» **TASK TO COMPLETE**:
An image-free, word-for-word version of the records below is to be returned.

::: THE DATA

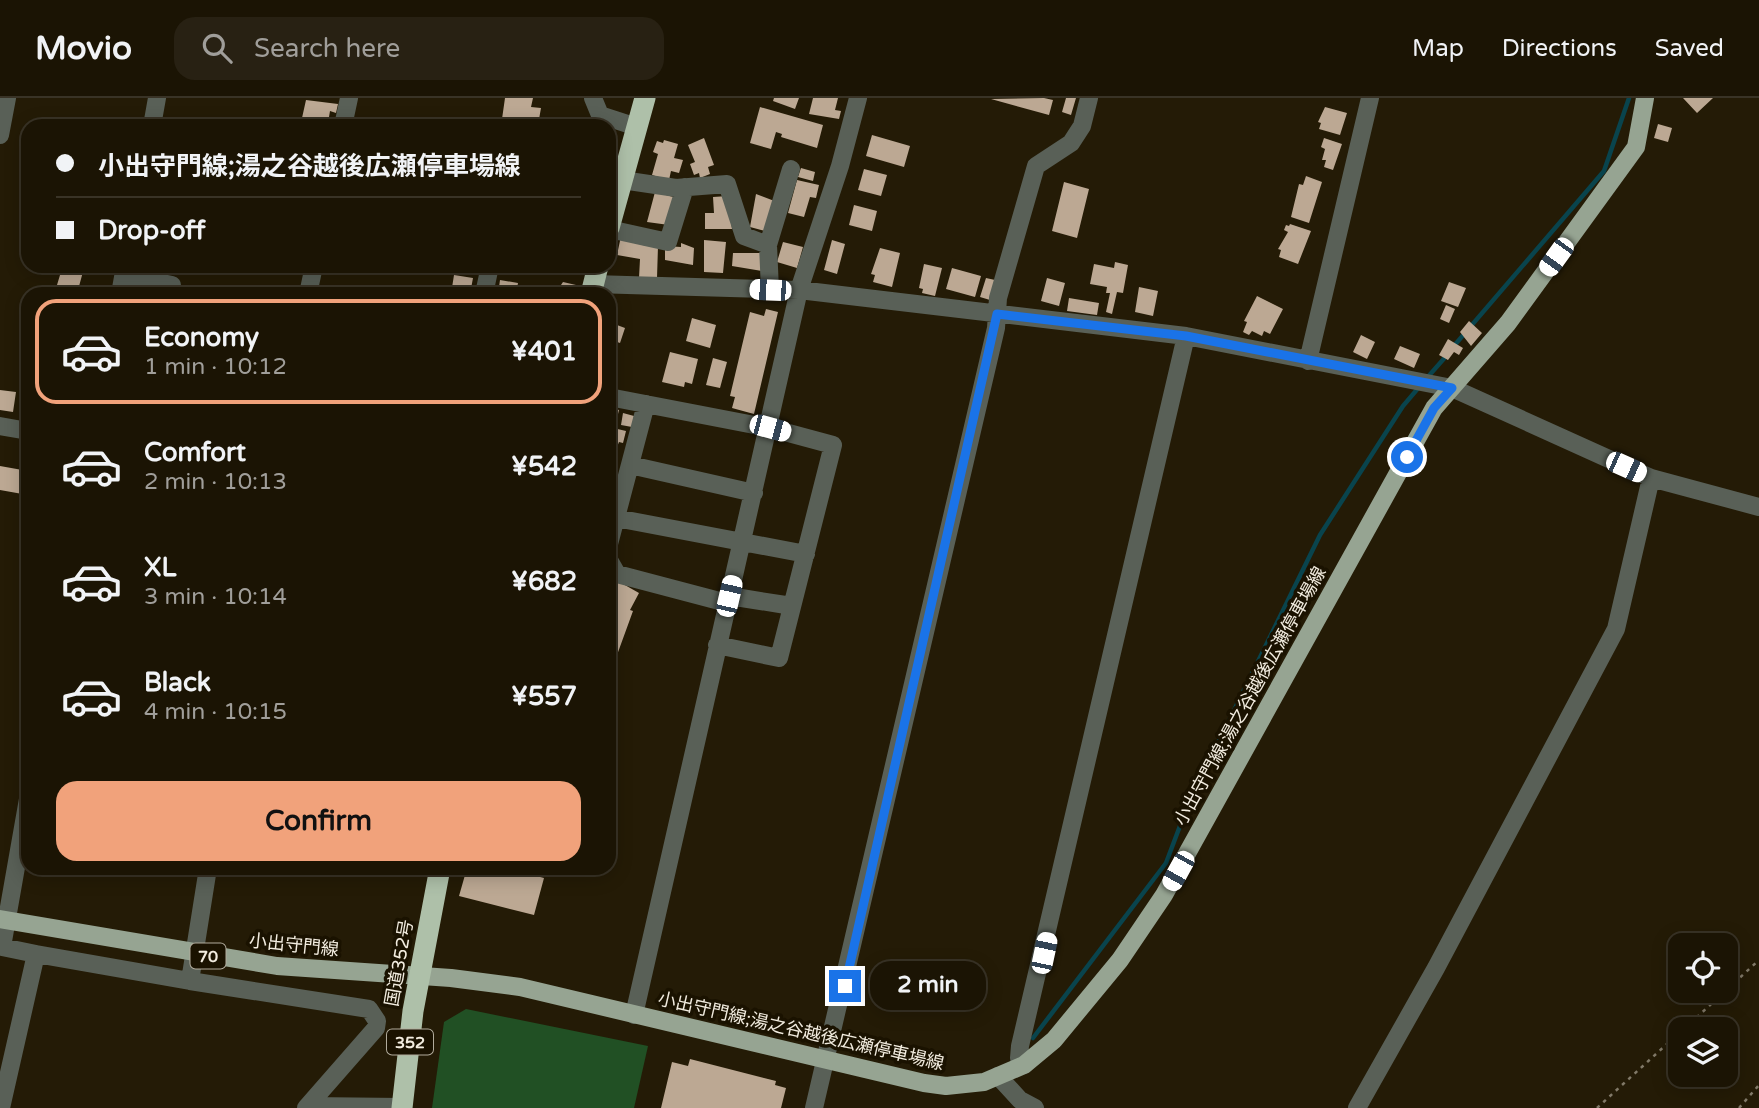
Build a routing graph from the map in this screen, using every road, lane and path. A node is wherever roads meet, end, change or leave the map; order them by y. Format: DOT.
graph roads {
  1 [pos="7,98"];
  2 [pos="158,98"];
  3 [pos="349,98"];
  4 [pos="593,98"];
  5 [pos="645,98"];
  6 [pos="858,98"];
  7 [pos="1089,98"];
  8 [pos="1370,98"];
  9 [pos="1646,98"];
  10 [pos="154,119"];
  11 [pos="344,119"];
  12 [pos="612,119"];
  13 [pos="616,120"];
  14 [pos="637,127"];
  15 [pos="0,135"];
  16 [pos="791,169"];
  17 [pos="622,180"];
  18 [pos="685,187"];
  19 [pos="616,202"];
  20 [pos="616,230"];
  21 [pos="768,245"];
  22 [pos="134,273"];
  23 [pos="594,281"];
  24 [pos="172,287"];
  25 [pos="770,290"];
  26 [pos="799,290"];
  27 [pos="997,314"];
  28 [pos="1186,336"];
  29 [pos="1308,361"];
  30 [pos="1452,388"];
  31 [pos="616,398"];
  32 [pos="646,404"];
  33 [pos="0,426"];
  34 [pos="770,428"];
  35 [pos="21,430"];
  36 [pos="630,465"];
  37 [pos="1651,478"];
  38 [pos="754,493"];
  39 [pos="1759,506"];
  40 [pos="616,518"];
  41 [pos="742,541"];
  42 [pos="806,554"];
  43 [pos="616,572"];
  44 [pos="728,599"];
  45 [pos="792,606"];
  46 [pos="717,645"];
  47 [pos="21,833"];
  48 [pos="207,875"];
  49 [pos="439,875"];
  50 [pos="3,920"];
  51 [pos="1,946"];
  52 [pos="36,954"];
  53 [pos="195,954"];
  54 [pos="1759,960"];
  55 [pos="419,976"];
  56 [pos="190,981"];
  57 [pos="634,1015"];
  58 [pos="1697,1017"];
  59 [pos="1668,1044"];
  60 [pos="826,1062"];
  61 [pos="1024,1065"];
  62 [pos="998,1076"];
  63 [pos="1759,1085"];
  64 [pos="307,1107"];
  65 [pos="2,1108"];
  66 [pos="402,1108"];
  67 [pos="814,1108"];
  68 [pos="1035,1108"];
  69 [pos="1357,1108"];
  70 [pos="1597,1108"];
  71 [pos="1739,1108"];
  1 -- 15 [label="street"];
  2 -- 10 [label="street"];
  3 -- 11 [label="street"];
  4 -- 12 [label="street"];
  5 -- 14 [label="highway"];
  6 -- 26 [label="street"];
  7 -- 27 [label="street"];
  8 -- 29 [label="street"];
  9 -- 30 [label="main road, 小出守門線;湯之谷越後広瀬停車場線 / 70"];
  13 -- 14 [label="street"];
  14 -- 17 [label="highway"];
  16 -- 21 [label="street"];
  17 -- 18 [label="street"];
  17 -- 19 [label="highway"];
  18 -- 20 [label="street"];
  18 -- 21 [label="street"];
  21 -- 25 [label="street"];
  22 -- 24 [label="street"];
  23 -- 25 [label="street"];
  25 -- 26 [label="street"];
  26 -- 27 [label="street"];
  26 -- 34 [label="street"];
  27 -- 28 [label="street"];
  27 -- 60 [label="street"];
  28 -- 29 [label="street"];
  28 -- 61 [label="street"];
  29 -- 30 [label="street"];
  30 -- 37 [label="street"];
  30 -- 61 [label="main road, 小出守門線;湯之谷越後広瀬停車場線 / 70"];
  31 -- 32 [label="street"];
  32 -- 34 [label="street"];
  32 -- 36 [label="street"];
  33 -- 35 [label="street"];
  34 -- 38 [label="street"];
  34 -- 42 [label="street"];
  36 -- 38 [label="street"];
  36 -- 40 [label="street"];
  37 -- 39 [label="street"];
  37 -- 69 [label="street"];
  38 -- 41 [label="street"];
  40 -- 41 [label="street"];
  41 -- 42 [label="street"];
  41 -- 44 [label="street"];
  42 -- 45 [label="street"];
  43 -- 44 [label="street"];
  44 -- 45 [label="street"];
  44 -- 46 [label="street"];
  45 -- 46 [label="street"];
  46 -- 57 [label="street"];
  47 -- 50 [label="street"];
  48 -- 53 [label="street"];
  49 -- 55 [label="highway, 国道352号 / 352"];
  50 -- 51 [label="street"];
  50 -- 53 [label="main road, 小出守門線 / 70"];
  51 -- 52 [label="street"];
  52 -- 56 [label="street"];
  52 -- 65 [label="street"];
  53 -- 55 [label="main road, 小出守門線 / 70"];
  53 -- 56 [label="street"];
  54 -- 58 [label="path"];
  55 -- 57 [label="main road, 小出守門線;湯之谷越後広瀬停車場線 / 70"];
  55 -- 66 [label="highway, 国道352号 / 352"];
  56 -- 64 [label="street"];
  57 -- 60 [label="main road, 小出守門線;湯之谷越後広瀬停車場線 / 70"];
  59 -- 70 [label="path"];
  60 -- 62 [label="main road, 小出守門線;湯之谷越後広瀬停車場線 / 70"];
  60 -- 67 [label="street"];
  61 -- 62 [label="main road, 小出守門線;湯之谷越後広瀬停車場線 / 70"];
  62 -- 68 [label="street"];
  63 -- 71 [label="path"];
  64 -- 66 [label="street"];
}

::::::

» **REPLY**:
Build a routing graph from the map in this screen, using every road, lane and path. A node is wherever roads meet, end, change or leave the map; order them by y. Format: DOT.
graph roads {
  1 [pos="7,98"];
  2 [pos="158,98"];
  3 [pos="349,98"];
  4 [pos="593,98"];
  5 [pos="645,98"];
  6 [pos="858,98"];
  7 [pos="1089,98"];
  8 [pos="1370,98"];
  9 [pos="1646,98"];
  10 [pos="154,119"];
  11 [pos="344,119"];
  12 [pos="612,119"];
  13 [pos="616,120"];
  14 [pos="637,127"];
  15 [pos="0,135"];
  16 [pos="791,169"];
  17 [pos="622,180"];
  18 [pos="685,187"];
  19 [pos="616,202"];
  20 [pos="616,230"];
  21 [pos="768,245"];
  22 [pos="134,273"];
  23 [pos="594,281"];
  24 [pos="172,287"];
  25 [pos="770,290"];
  26 [pos="799,290"];
  27 [pos="997,314"];
  28 [pos="1186,336"];
  29 [pos="1308,361"];
  30 [pos="1452,388"];
  31 [pos="616,398"];
  32 [pos="646,404"];
  33 [pos="0,426"];
  34 [pos="770,428"];
  35 [pos="21,430"];
  36 [pos="630,465"];
  37 [pos="1651,478"];
  38 [pos="754,493"];
  39 [pos="1759,506"];
  40 [pos="616,518"];
  41 [pos="742,541"];
  42 [pos="806,554"];
  43 [pos="616,572"];
  44 [pos="728,599"];
  45 [pos="792,606"];
  46 [pos="717,645"];
  47 [pos="21,833"];
  48 [pos="207,875"];
  49 [pos="439,875"];
  50 [pos="3,920"];
  51 [pos="1,946"];
  52 [pos="36,954"];
  53 [pos="195,954"];
  54 [pos="1759,960"];
  55 [pos="419,976"];
  56 [pos="190,981"];
  57 [pos="634,1015"];
  58 [pos="1697,1017"];
  59 [pos="1668,1044"];
  60 [pos="826,1062"];
  61 [pos="1024,1065"];
  62 [pos="998,1076"];
  63 [pos="1759,1085"];
  64 [pos="307,1107"];
  65 [pos="2,1108"];
  66 [pos="402,1108"];
  67 [pos="814,1108"];
  68 [pos="1035,1108"];
  69 [pos="1357,1108"];
  70 [pos="1597,1108"];
  71 [pos="1739,1108"];
  1 -- 15 [label="street"];
  2 -- 10 [label="street"];
  3 -- 11 [label="street"];
  4 -- 12 [label="street"];
  5 -- 14 [label="highway"];
  6 -- 26 [label="street"];
  7 -- 27 [label="street"];
  8 -- 29 [label="street"];
  9 -- 30 [label="main road, 小出守門線;湯之谷越後広瀬停車場線 / 70"];
  13 -- 14 [label="street"];
  14 -- 17 [label="highway"];
  16 -- 21 [label="street"];
  17 -- 18 [label="street"];
  17 -- 19 [label="highway"];
  18 -- 20 [label="street"];
  18 -- 21 [label="street"];
  21 -- 25 [label="street"];
  22 -- 24 [label="street"];
  23 -- 25 [label="street"];
  25 -- 26 [label="street"];
  26 -- 27 [label="street"];
  26 -- 34 [label="street"];
  27 -- 28 [label="street"];
  27 -- 60 [label="street"];
  28 -- 29 [label="street"];
  28 -- 61 [label="street"];
  29 -- 30 [label="street"];
  30 -- 37 [label="street"];
  30 -- 61 [label="main road, 小出守門線;湯之谷越後広瀬停車場線 / 70"];
  31 -- 32 [label="street"];
  32 -- 34 [label="street"];
  32 -- 36 [label="street"];
  33 -- 35 [label="street"];
  34 -- 38 [label="street"];
  34 -- 42 [label="street"];
  36 -- 38 [label="street"];
  36 -- 40 [label="street"];
  37 -- 39 [label="street"];
  37 -- 69 [label="street"];
  38 -- 41 [label="street"];
  40 -- 41 [label="street"];
  41 -- 42 [label="street"];
  41 -- 44 [label="street"];
  42 -- 45 [label="street"];
  43 -- 44 [label="street"];
  44 -- 45 [label="street"];
  44 -- 46 [label="street"];
  45 -- 46 [label="street"];
  46 -- 57 [label="street"];
  47 -- 50 [label="street"];
  48 -- 53 [label="street"];
  49 -- 55 [label="highway, 国道352号 / 352"];
  50 -- 51 [label="street"];
  50 -- 53 [label="main road, 小出守門線 / 70"];
  51 -- 52 [label="street"];
  52 -- 56 [label="street"];
  52 -- 65 [label="street"];
  53 -- 55 [label="main road, 小出守門線 / 70"];
  53 -- 56 [label="street"];
  54 -- 58 [label="path"];
  55 -- 57 [label="main road, 小出守門線;湯之谷越後広瀬停車場線 / 70"];
  55 -- 66 [label="highway, 国道352号 / 352"];
  56 -- 64 [label="street"];
  57 -- 60 [label="main road, 小出守門線;湯之谷越後広瀬停車場線 / 70"];
  59 -- 70 [label="path"];
  60 -- 62 [label="main road, 小出守門線;湯之谷越後広瀬停車場線 / 70"];
  60 -- 67 [label="street"];
  61 -- 62 [label="main road, 小出守門線;湯之谷越後広瀬停車場線 / 70"];
  62 -- 68 [label="street"];
  63 -- 71 [label="path"];
  64 -- 66 [label="street"];
}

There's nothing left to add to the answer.